[ABOUT THIS TASK] Please reproduce the data exactly, though every picture must stay out.

↓↓↓

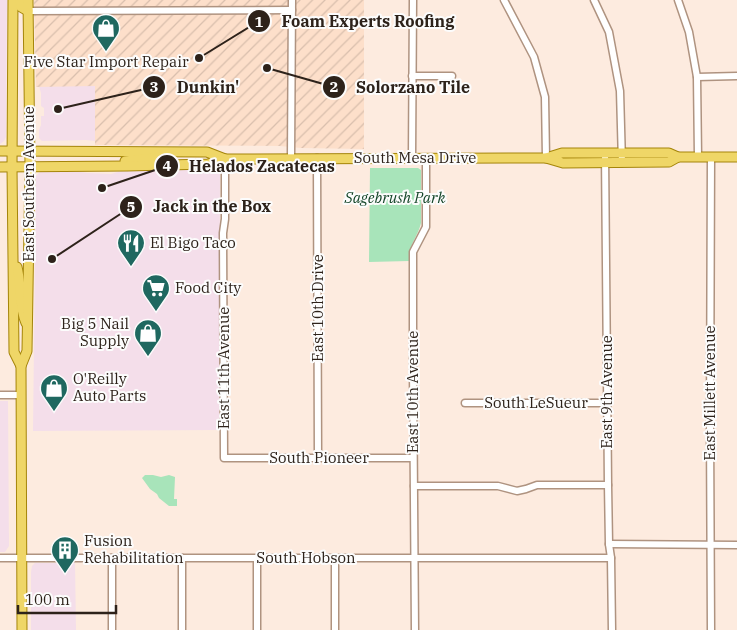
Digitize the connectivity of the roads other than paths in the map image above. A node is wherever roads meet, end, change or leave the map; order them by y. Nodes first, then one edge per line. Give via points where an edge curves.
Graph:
1 (13, 0) edge
2 (20, 0) edge
3 (28, 0) edge
4 (292, 0) edge
5 (412, 0) edge
6 (504, 0) edge
7 (594, 0) edge
8 (678, 0) edge
9 (292, 10) junction
10 (28, 11) junction
11 (412, 76) junction
12 (452, 76) dead end
13 (737, 76) edge
14 (696, 77) junction
15 (0, 151) edge
16 (12, 151) junction
17 (30, 151) junction
18 (173, 151) junction
19 (698, 157) junction
20 (711, 157) junction
21 (737, 157) edge
22 (291, 158) junction
23 (317, 158) junction
24 (412, 158) junction
25 (426, 158) junction
26 (546, 158) junction
27 (605, 158) junction
28 (622, 158) junction
29 (224, 159) junction
30 (0, 166) edge
31 (12, 166) junction
32 (30, 166) junction
33 (113, 166) junction
34 (13, 260) junction
35 (28, 327) junction
36 (21, 366) junction
37 (0, 395) edge
38 (21, 395) junction
39 (466, 403) dead end
40 (607, 403) junction
41 (224, 458) joint
42 (318, 458) junction
43 (413, 458) junction
44 (414, 486) junction
45 (608, 486) junction
46 (608, 544) junction
47 (711, 545) junction
48 (737, 545) edge
49 (0, 558) edge
50 (21, 558) junction
51 (112, 558) junction
52 (182, 558) junction
53 (257, 558) junction
54 (335, 558) junction
55 (414, 558) junction
56 (611, 558) junction
57 (22, 630) edge
58 (112, 630) edge
59 (182, 630) edge
60 (257, 630) edge
61 (335, 630) edge
62 (415, 630) edge
63 (612, 630) edge
64 (711, 630) edge

1 - 16 main road, East Southern Avenue
2 - 10 main road via 21,7
3 - 10 main road, East Southern Avenue
4 - 9 street
5 - 11 street
6 - 26 street via 534,57 545,97
7 - 28 street via 609,32 620,92
8 - 14 street via 689,32
9 - 10 street
9 - 22 street
10 - 17 main road, East Southern Avenue
11 - 12 street
11 - 24 street
13 - 14 street
14 - 19 street
15 - 16 main road, South Mesa Drive
16 - 17 main road, South Mesa Drive
16 - 31 main road, East Southern Avenue
17 - 18 main road, South Mesa Drive
17 - 32 main road, East Southern Avenue
18 - 29 main road, South Mesa Drive via 207,152
18 - 33 main road
19 - 20 main road, South Mesa Drive
19 - 28 main road, South Mesa Drive via 678,157 669,162
20 - 21 main road, South Mesa Drive
20 - 47 street, East Millett Avenue
22 - 23 main road, South Mesa Drive
22 - 29 main road, South Mesa Drive
23 - 24 main road, South Mesa Drive
23 - 42 street, East 10th Drive
24 - 25 main road, South Mesa Drive
25 - 26 main road, South Mesa Drive
25 - 43 street, East 10th Avenue via 426,227 413,252
26 - 27 main road, South Mesa Drive via 563,163
27 - 28 main road, South Mesa Drive
27 - 40 street, East 9th Avenue
29 - 33 main road, South Mesa Drive via 208,164
29 - 41 street, East 11th Avenue
30 - 31 main road, South Mesa Drive
31 - 32 main road, South Mesa Drive
31 - 34 main road, East Southern Avenue
32 - 33 main road, South Mesa Drive
32 - 35 main road, East Southern Avenue
34 - 35 main road via 18,274 21,309
34 - 36 main road, East Southern Avenue via 14,352
35 - 36 main road, East Southern Avenue via 28,351
36 - 38 main road, East Southern Avenue
37 - 38 street
38 - 50 main road, East Southern Avenue
39 - 40 street, South LeSueur
40 - 45 street, East 9th Avenue
41 - 42 street, South Pioneer
42 - 43 street, South Pioneer
43 - 44 street, East 10th Avenue
44 - 45 street via 498,486 517,491 536,486
44 - 55 street, East 10th Avenue
45 - 46 street, East 9th Avenue
46 - 47 street
46 - 56 street, East 9th Avenue
47 - 48 street
47 - 64 street, East Millett Avenue
49 - 50 street, South Hobson
50 - 51 street, South Hobson
50 - 57 main road, East Southern Avenue
51 - 52 street, South Hobson
51 - 58 street
52 - 53 street, South Hobson
52 - 59 street
53 - 54 street, South Hobson
53 - 60 street
54 - 55 street, South Hobson
54 - 61 street
55 - 56 street, South Hobson
55 - 62 street, East 10th Avenue
56 - 63 street, East 9th Avenue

↑↑↑

[PROBLEM SOLUTION]
Digitize the connectivity of the roads other than paths in the map image above. A node is wherever roads meet, end, change or leave the map; order them by y. Nodes first, then one edge per line. Give via points where an edge curves.
Graph:
1 (13, 0) edge
2 (20, 0) edge
3 (28, 0) edge
4 (292, 0) edge
5 (412, 0) edge
6 (504, 0) edge
7 (594, 0) edge
8 (678, 0) edge
9 (292, 10) junction
10 (28, 11) junction
11 (412, 76) junction
12 (452, 76) dead end
13 (737, 76) edge
14 (696, 77) junction
15 (0, 151) edge
16 (12, 151) junction
17 (30, 151) junction
18 (173, 151) junction
19 (698, 157) junction
20 (711, 157) junction
21 (737, 157) edge
22 (291, 158) junction
23 (317, 158) junction
24 (412, 158) junction
25 (426, 158) junction
26 (546, 158) junction
27 (605, 158) junction
28 (622, 158) junction
29 (224, 159) junction
30 (0, 166) edge
31 (12, 166) junction
32 (30, 166) junction
33 (113, 166) junction
34 (13, 260) junction
35 (28, 327) junction
36 (21, 366) junction
37 (0, 395) edge
38 (21, 395) junction
39 (466, 403) dead end
40 (607, 403) junction
41 (224, 458) joint
42 (318, 458) junction
43 (413, 458) junction
44 (414, 486) junction
45 (608, 486) junction
46 (608, 544) junction
47 (711, 545) junction
48 (737, 545) edge
49 (0, 558) edge
50 (21, 558) junction
51 (112, 558) junction
52 (182, 558) junction
53 (257, 558) junction
54 (335, 558) junction
55 (414, 558) junction
56 (611, 558) junction
57 (22, 630) edge
58 (112, 630) edge
59 (182, 630) edge
60 (257, 630) edge
61 (335, 630) edge
62 (415, 630) edge
63 (612, 630) edge
64 (711, 630) edge

1 - 16 main road, East Southern Avenue
2 - 10 main road via 21,7
3 - 10 main road, East Southern Avenue
4 - 9 street
5 - 11 street
6 - 26 street via 534,57 545,97
7 - 28 street via 609,32 620,92
8 - 14 street via 689,32
9 - 10 street
9 - 22 street
10 - 17 main road, East Southern Avenue
11 - 12 street
11 - 24 street
13 - 14 street
14 - 19 street
15 - 16 main road, South Mesa Drive
16 - 17 main road, South Mesa Drive
16 - 31 main road, East Southern Avenue
17 - 18 main road, South Mesa Drive
17 - 32 main road, East Southern Avenue
18 - 29 main road, South Mesa Drive via 207,152
18 - 33 main road
19 - 20 main road, South Mesa Drive
19 - 28 main road, South Mesa Drive via 678,157 669,162
20 - 21 main road, South Mesa Drive
20 - 47 street, East Millett Avenue
22 - 23 main road, South Mesa Drive
22 - 29 main road, South Mesa Drive
23 - 24 main road, South Mesa Drive
23 - 42 street, East 10th Drive
24 - 25 main road, South Mesa Drive
25 - 26 main road, South Mesa Drive
25 - 43 street, East 10th Avenue via 426,227 413,252
26 - 27 main road, South Mesa Drive via 563,163
27 - 28 main road, South Mesa Drive
27 - 40 street, East 9th Avenue
29 - 33 main road, South Mesa Drive via 208,164
29 - 41 street, East 11th Avenue
30 - 31 main road, South Mesa Drive
31 - 32 main road, South Mesa Drive
31 - 34 main road, East Southern Avenue
32 - 33 main road, South Mesa Drive
32 - 35 main road, East Southern Avenue
34 - 35 main road via 18,274 21,309
34 - 36 main road, East Southern Avenue via 14,352
35 - 36 main road, East Southern Avenue via 28,351
36 - 38 main road, East Southern Avenue
37 - 38 street
38 - 50 main road, East Southern Avenue
39 - 40 street, South LeSueur
40 - 45 street, East 9th Avenue
41 - 42 street, South Pioneer
42 - 43 street, South Pioneer
43 - 44 street, East 10th Avenue
44 - 45 street via 498,486 517,491 536,486
44 - 55 street, East 10th Avenue
45 - 46 street, East 9th Avenue
46 - 47 street
46 - 56 street, East 9th Avenue
47 - 48 street
47 - 64 street, East Millett Avenue
49 - 50 street, South Hobson
50 - 51 street, South Hobson
50 - 57 main road, East Southern Avenue
51 - 52 street, South Hobson
51 - 58 street
52 - 53 street, South Hobson
52 - 59 street
53 - 54 street, South Hobson
53 - 60 street
54 - 55 street, South Hobson
54 - 61 street
55 - 56 street, South Hobson
55 - 62 street, East 10th Avenue
56 - 63 street, East 9th Avenue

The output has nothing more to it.